### WHAT THE TASK REQUIRES
Restate the whole listing below word for word and keep the images out.

### TASK DATA

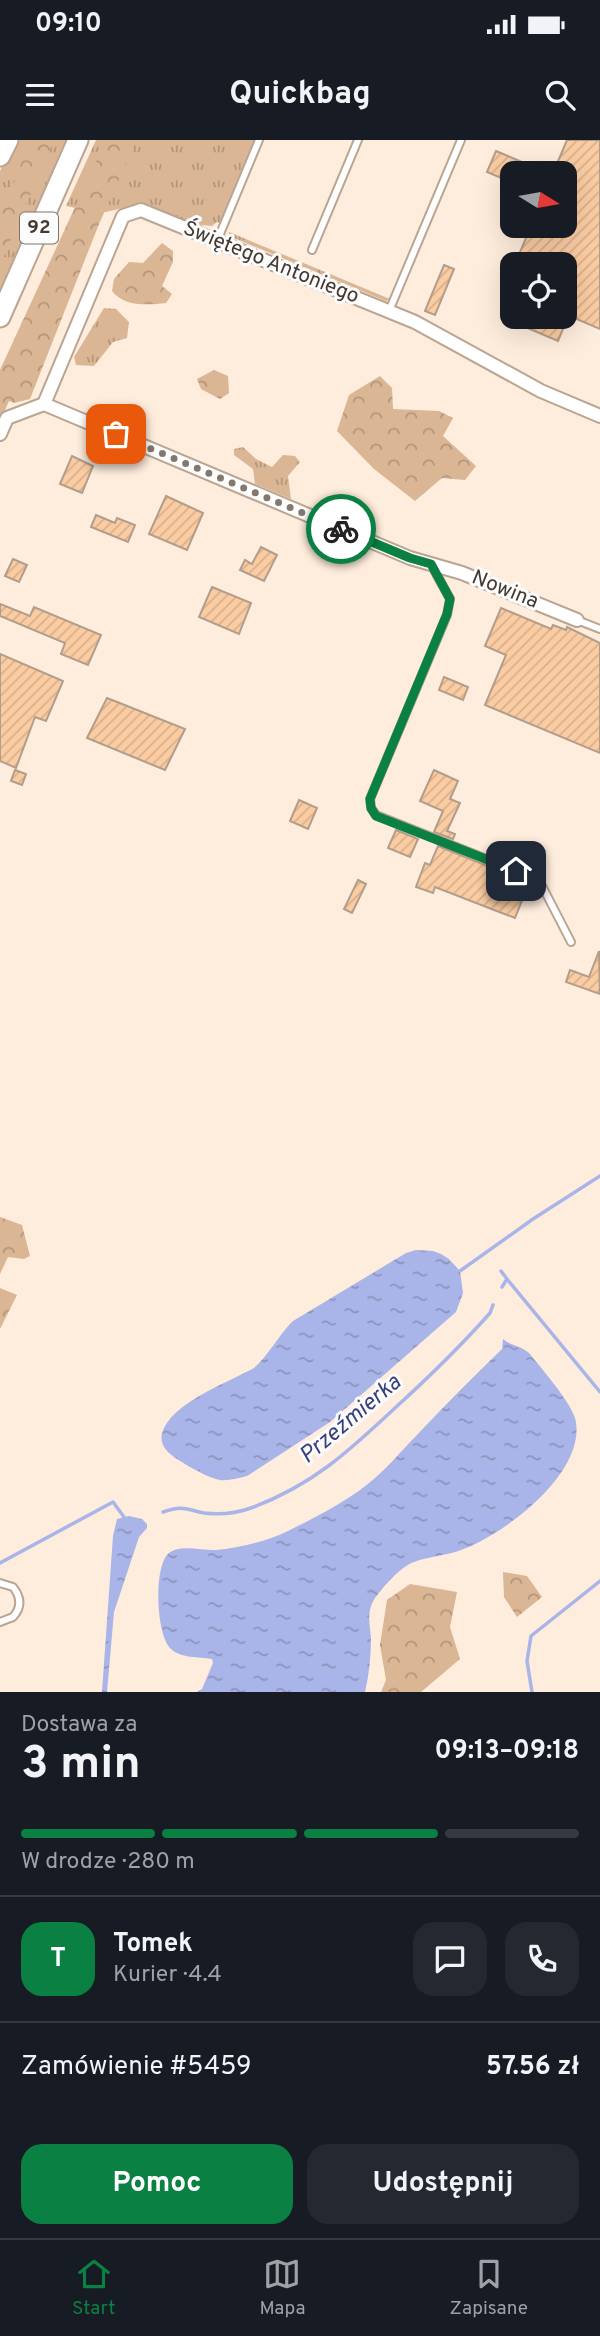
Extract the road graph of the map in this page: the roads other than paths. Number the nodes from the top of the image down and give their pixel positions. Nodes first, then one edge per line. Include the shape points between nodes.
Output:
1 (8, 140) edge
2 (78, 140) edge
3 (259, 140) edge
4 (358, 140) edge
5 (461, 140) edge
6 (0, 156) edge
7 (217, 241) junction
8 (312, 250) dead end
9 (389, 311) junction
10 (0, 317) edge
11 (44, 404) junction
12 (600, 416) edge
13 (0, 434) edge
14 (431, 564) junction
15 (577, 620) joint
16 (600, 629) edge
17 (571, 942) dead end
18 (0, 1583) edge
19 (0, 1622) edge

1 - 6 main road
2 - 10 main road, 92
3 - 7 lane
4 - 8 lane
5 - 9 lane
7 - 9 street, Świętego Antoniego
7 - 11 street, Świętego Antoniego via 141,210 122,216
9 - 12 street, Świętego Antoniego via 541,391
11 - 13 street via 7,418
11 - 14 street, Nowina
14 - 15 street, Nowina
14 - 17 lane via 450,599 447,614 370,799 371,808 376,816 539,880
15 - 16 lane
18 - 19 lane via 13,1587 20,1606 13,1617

### ANSWER BOX
Extract the road graph of the map in this page: the roads other than paths. Number the nodes from the top of the image down and give their pixel positions. Nodes first, then one edge per line. Include the shape points between nodes.
Output:
1 (8, 140) edge
2 (78, 140) edge
3 (259, 140) edge
4 (358, 140) edge
5 (461, 140) edge
6 (0, 156) edge
7 (217, 241) junction
8 (312, 250) dead end
9 (389, 311) junction
10 (0, 317) edge
11 (44, 404) junction
12 (600, 416) edge
13 (0, 434) edge
14 (431, 564) junction
15 (577, 620) joint
16 (600, 629) edge
17 (571, 942) dead end
18 (0, 1583) edge
19 (0, 1622) edge

1 - 6 main road
2 - 10 main road, 92
3 - 7 lane
4 - 8 lane
5 - 9 lane
7 - 9 street, Świętego Antoniego
7 - 11 street, Świętego Antoniego via 141,210 122,216
9 - 12 street, Świętego Antoniego via 541,391
11 - 13 street via 7,418
11 - 14 street, Nowina
14 - 15 street, Nowina
14 - 17 lane via 450,599 447,614 370,799 371,808 376,816 539,880
15 - 16 lane
18 - 19 lane via 13,1587 20,1606 13,1617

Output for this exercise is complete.